IS SELLING PREDATORY?

Seller’s restricted focus on placing solutions, listening for needs (which cannot be fully known until the full change management process is complete) rather than for ability to serve, all but insures that kindness, respect, and true facilitation are unwittingly overlooked. A major factor is the one-sided communication based on the needs of the seller:

  1. Prospecting/cold calling – driven by sellers who pose biased questions to allegedly gather information as an excuse to offer solution details. It ignores the unique behind-the-scenes change issues each prospect faces and enlists only buyers seeking THAT solution at THAT time at THAT period of readiness, omitting those who will buy – real buyers! – once they’re ready. Wholly seller-centric.
  2. Content marketing – driven by the seller to push the ‘right’ data into the ‘right’ hands at the ‘right’ time according to their biased interpretations of ‘right’, but really only a push into the unknown and a hope for action. Wholly seller-centric.
  3. Deals, cold-call pushes, negotiation, objection-handling, closing techniques, getting to ‘the’ decision maker, price-reductions – all assuming buyers would buy if they understood their need/the solution/their problem, all overlooking the real connection and service capability of addressing the person’s most pressing change issues. Wholly seller-centric.
  4. Real communication involves each communication partner, in this case a buyer and a seller, being equally served; sellers can facilitate buyers through their private change management issues first as they travel towards a purchase thereby facilitating Buyer Readiness, AND developing a win/win connection, AND closing more sales. Win-win.

I’ve been a seller, trainer, consultant, and sales coach since the 1970s, been a buyer as founder of a tech start up 1983-1988, and have personally worked with dozens of global corporations and untold thousands of sellers. I see sales as a near-predatory job: sellers spend their time seeking and following, pitching and positioning, networking and calling to find those few set up to buy something, and ignoring a large population of potential buyers who merely aren’t ready, but could be with true facilitation.

Selling is fraught with guesswork and hope, manipulation and persuasion, white lies and exaggerations – not to mention highly ineffective when the time spent vs sales closed ratio is examined.

Not only are we wasting time pushing/chasing folks deemed prospects (A real prospect is one who WILL buy, not someone who SHOULD buy; the current sales model doesn’t know the difference.), but the nature of the client’s environments causes closing to take 30% longer. And the ubiquitous nature of the internet makes most pitches and presentations moot. In fact, buyers often know more than sellers.

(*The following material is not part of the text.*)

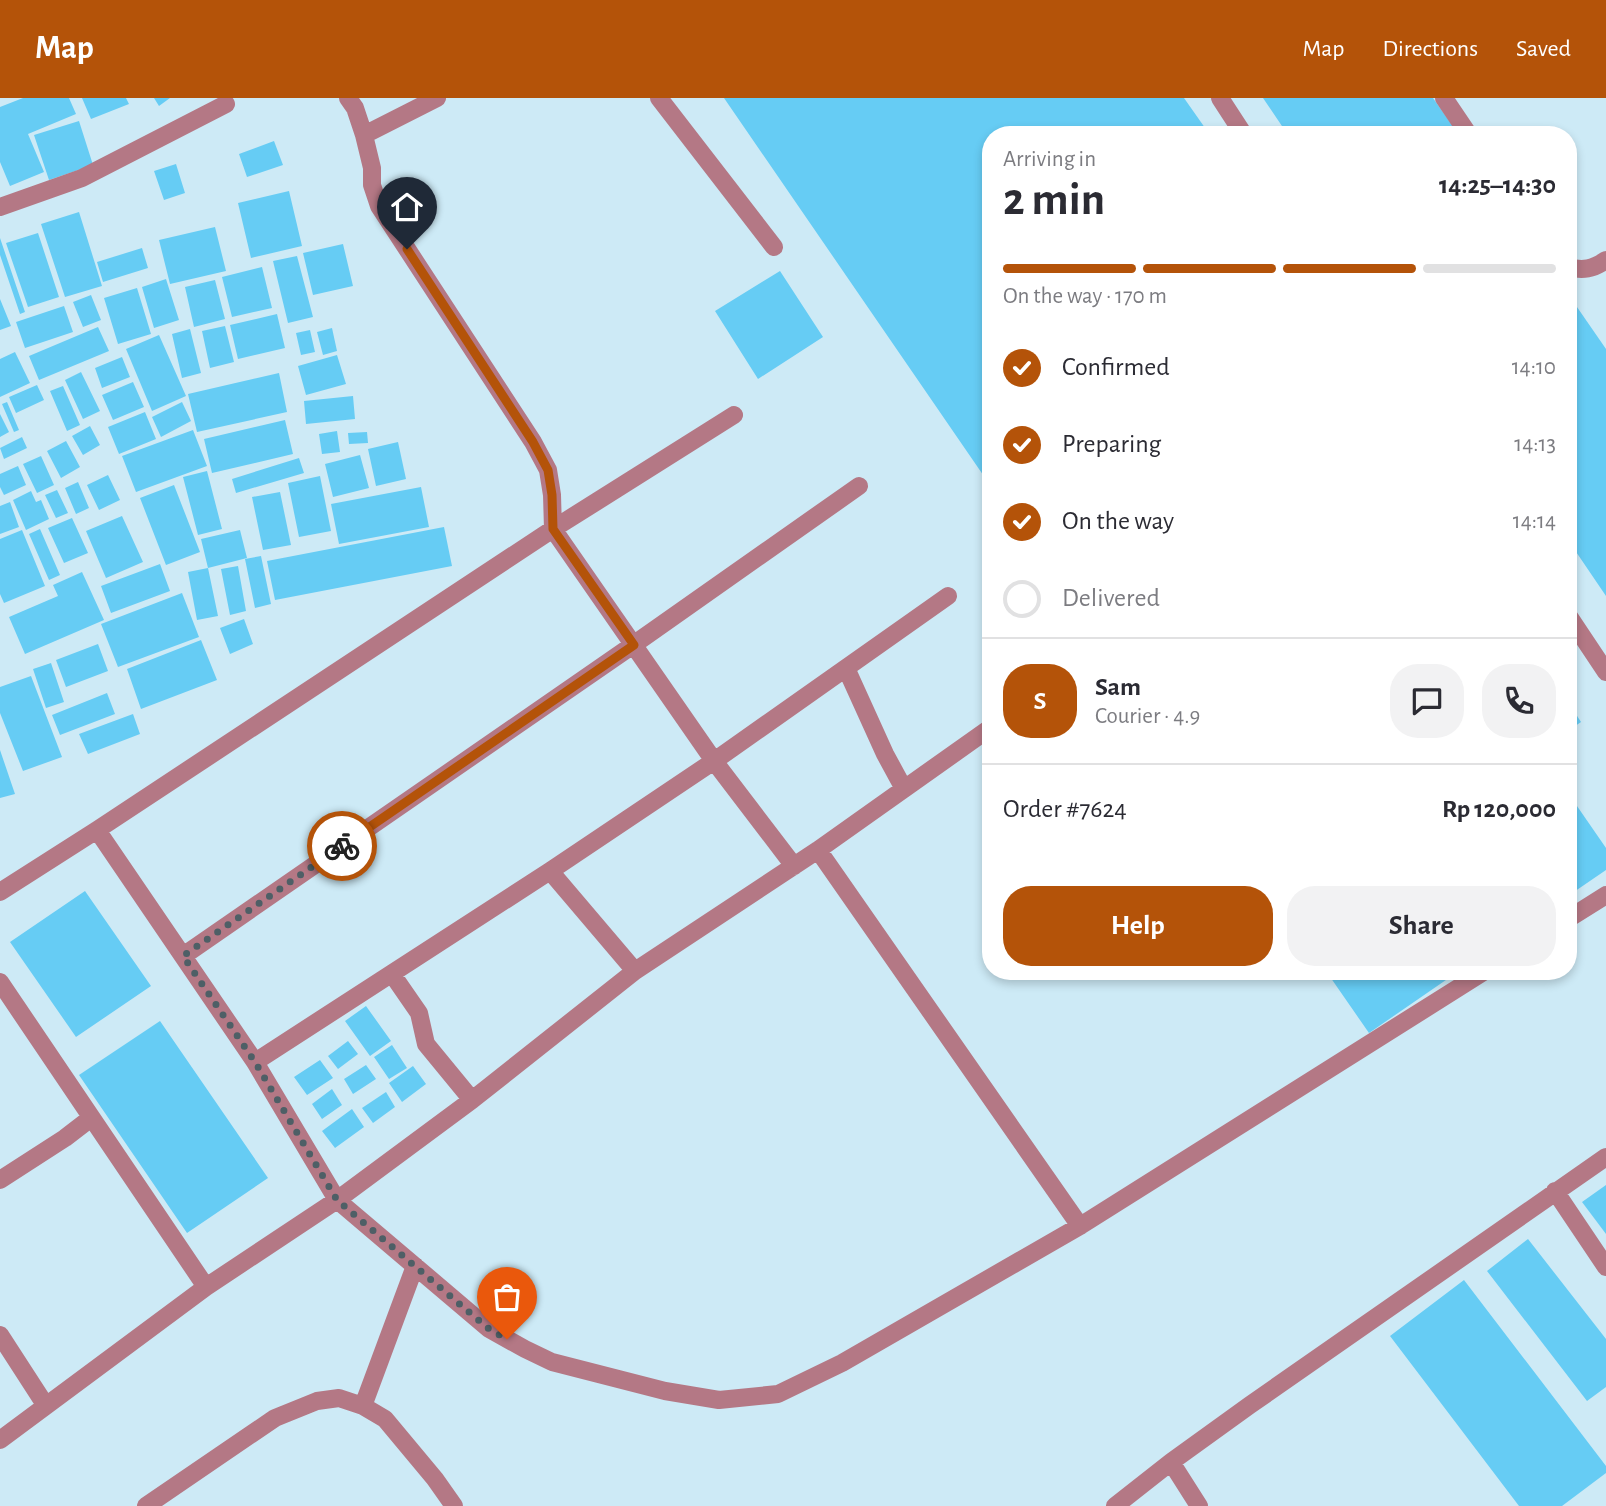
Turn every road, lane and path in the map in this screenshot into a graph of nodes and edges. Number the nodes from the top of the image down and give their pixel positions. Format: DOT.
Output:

Sales unwittingly ignores the real problem: it’s in the buying, not the selling. The sales model’s focus on placing solutions keeps sellers from using their positions as knowledge experts and Leaders to facilitate buyers down their own path to excellence.

Truth is, sellers can never know all the elements that have created and maintained a prospect’s status quo, or what needs to happen internally for them to be ready to make a purchase. And here is where sellers can truly serve. Sellers can facilitate the buying decision/change management path to help folks discover what a congruent fix looks like, and in the process create trust, respect, and serving.

SALES IS SHORT-SIGHTED

Indeed, the job of ‘sales’ as merely a solution-placement vehicle is short-sighted.

  1. Buyers can find products online. They don’t need sellers to understand the features and benefits.
  2. The solution isn’t the problem – it’s the buyer’s behind-the-scenes timing, buy-in from those who will touch the solution, and change management process that gums up the works.
  3. 80% of prospects will buy our solution (but not necessarily from that particular seller at that moment in time) within two years of our connection.
  4. The lion’s share of the buying decision (9 out of the 13 step decision path) involves buyers traversing internal change with no thoughts of buying (they don’t even self-identify as buyers!) anything until there’s consensus.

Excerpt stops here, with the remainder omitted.